Excerpted records
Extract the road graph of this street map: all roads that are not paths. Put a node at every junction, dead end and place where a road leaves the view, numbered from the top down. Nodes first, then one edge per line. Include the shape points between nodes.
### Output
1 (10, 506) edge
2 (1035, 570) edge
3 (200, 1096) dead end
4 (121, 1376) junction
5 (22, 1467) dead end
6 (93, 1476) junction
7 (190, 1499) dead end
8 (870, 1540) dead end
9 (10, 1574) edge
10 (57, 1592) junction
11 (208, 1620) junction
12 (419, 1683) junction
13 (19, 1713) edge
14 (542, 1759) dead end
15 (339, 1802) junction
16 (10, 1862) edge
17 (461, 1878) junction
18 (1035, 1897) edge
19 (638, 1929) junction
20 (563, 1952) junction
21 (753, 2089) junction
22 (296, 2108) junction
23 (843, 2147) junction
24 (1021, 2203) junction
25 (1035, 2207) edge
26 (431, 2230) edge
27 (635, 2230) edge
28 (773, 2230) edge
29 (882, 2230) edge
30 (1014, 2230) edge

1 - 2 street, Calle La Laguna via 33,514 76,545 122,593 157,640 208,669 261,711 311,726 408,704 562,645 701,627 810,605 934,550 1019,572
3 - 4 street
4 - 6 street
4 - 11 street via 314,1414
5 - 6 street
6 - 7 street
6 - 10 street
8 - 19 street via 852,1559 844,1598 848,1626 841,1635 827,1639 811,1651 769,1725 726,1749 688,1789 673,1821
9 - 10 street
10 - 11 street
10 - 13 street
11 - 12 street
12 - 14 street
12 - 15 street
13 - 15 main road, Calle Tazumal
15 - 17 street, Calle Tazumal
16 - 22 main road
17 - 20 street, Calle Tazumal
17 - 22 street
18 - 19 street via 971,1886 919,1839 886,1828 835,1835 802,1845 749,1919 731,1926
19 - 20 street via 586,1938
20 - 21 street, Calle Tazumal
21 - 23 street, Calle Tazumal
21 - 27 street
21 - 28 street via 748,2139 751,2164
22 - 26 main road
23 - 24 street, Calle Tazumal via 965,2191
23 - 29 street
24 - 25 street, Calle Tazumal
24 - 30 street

What the task asks
Once you have read the records above, output each of them verbatim.

Answer to the exercise
Extract the road graph of this street map: all roads that are not paths. Put a node at every junction, dead end and place where a road leaves the view, numbered from the top down. Nodes first, then one edge per line. Include the shape points between nodes.
### Output
1 (10, 506) edge
2 (1035, 570) edge
3 (200, 1096) dead end
4 (121, 1376) junction
5 (22, 1467) dead end
6 (93, 1476) junction
7 (190, 1499) dead end
8 (870, 1540) dead end
9 (10, 1574) edge
10 (57, 1592) junction
11 (208, 1620) junction
12 (419, 1683) junction
13 (19, 1713) edge
14 (542, 1759) dead end
15 (339, 1802) junction
16 (10, 1862) edge
17 (461, 1878) junction
18 (1035, 1897) edge
19 (638, 1929) junction
20 (563, 1952) junction
21 (753, 2089) junction
22 (296, 2108) junction
23 (843, 2147) junction
24 (1021, 2203) junction
25 (1035, 2207) edge
26 (431, 2230) edge
27 (635, 2230) edge
28 (773, 2230) edge
29 (882, 2230) edge
30 (1014, 2230) edge

1 - 2 street, Calle La Laguna via 33,514 76,545 122,593 157,640 208,669 261,711 311,726 408,704 562,645 701,627 810,605 934,550 1019,572
3 - 4 street
4 - 6 street
4 - 11 street via 314,1414
5 - 6 street
6 - 7 street
6 - 10 street
8 - 19 street via 852,1559 844,1598 848,1626 841,1635 827,1639 811,1651 769,1725 726,1749 688,1789 673,1821
9 - 10 street
10 - 11 street
10 - 13 street
11 - 12 street
12 - 14 street
12 - 15 street
13 - 15 main road, Calle Tazumal
15 - 17 street, Calle Tazumal
16 - 22 main road
17 - 20 street, Calle Tazumal
17 - 22 street
18 - 19 street via 971,1886 919,1839 886,1828 835,1835 802,1845 749,1919 731,1926
19 - 20 street via 586,1938
20 - 21 street, Calle Tazumal
21 - 23 street, Calle Tazumal
21 - 27 street
21 - 28 street via 748,2139 751,2164
22 - 26 main road
23 - 24 street, Calle Tazumal via 965,2191
23 - 29 street
24 - 25 street, Calle Tazumal
24 - 30 street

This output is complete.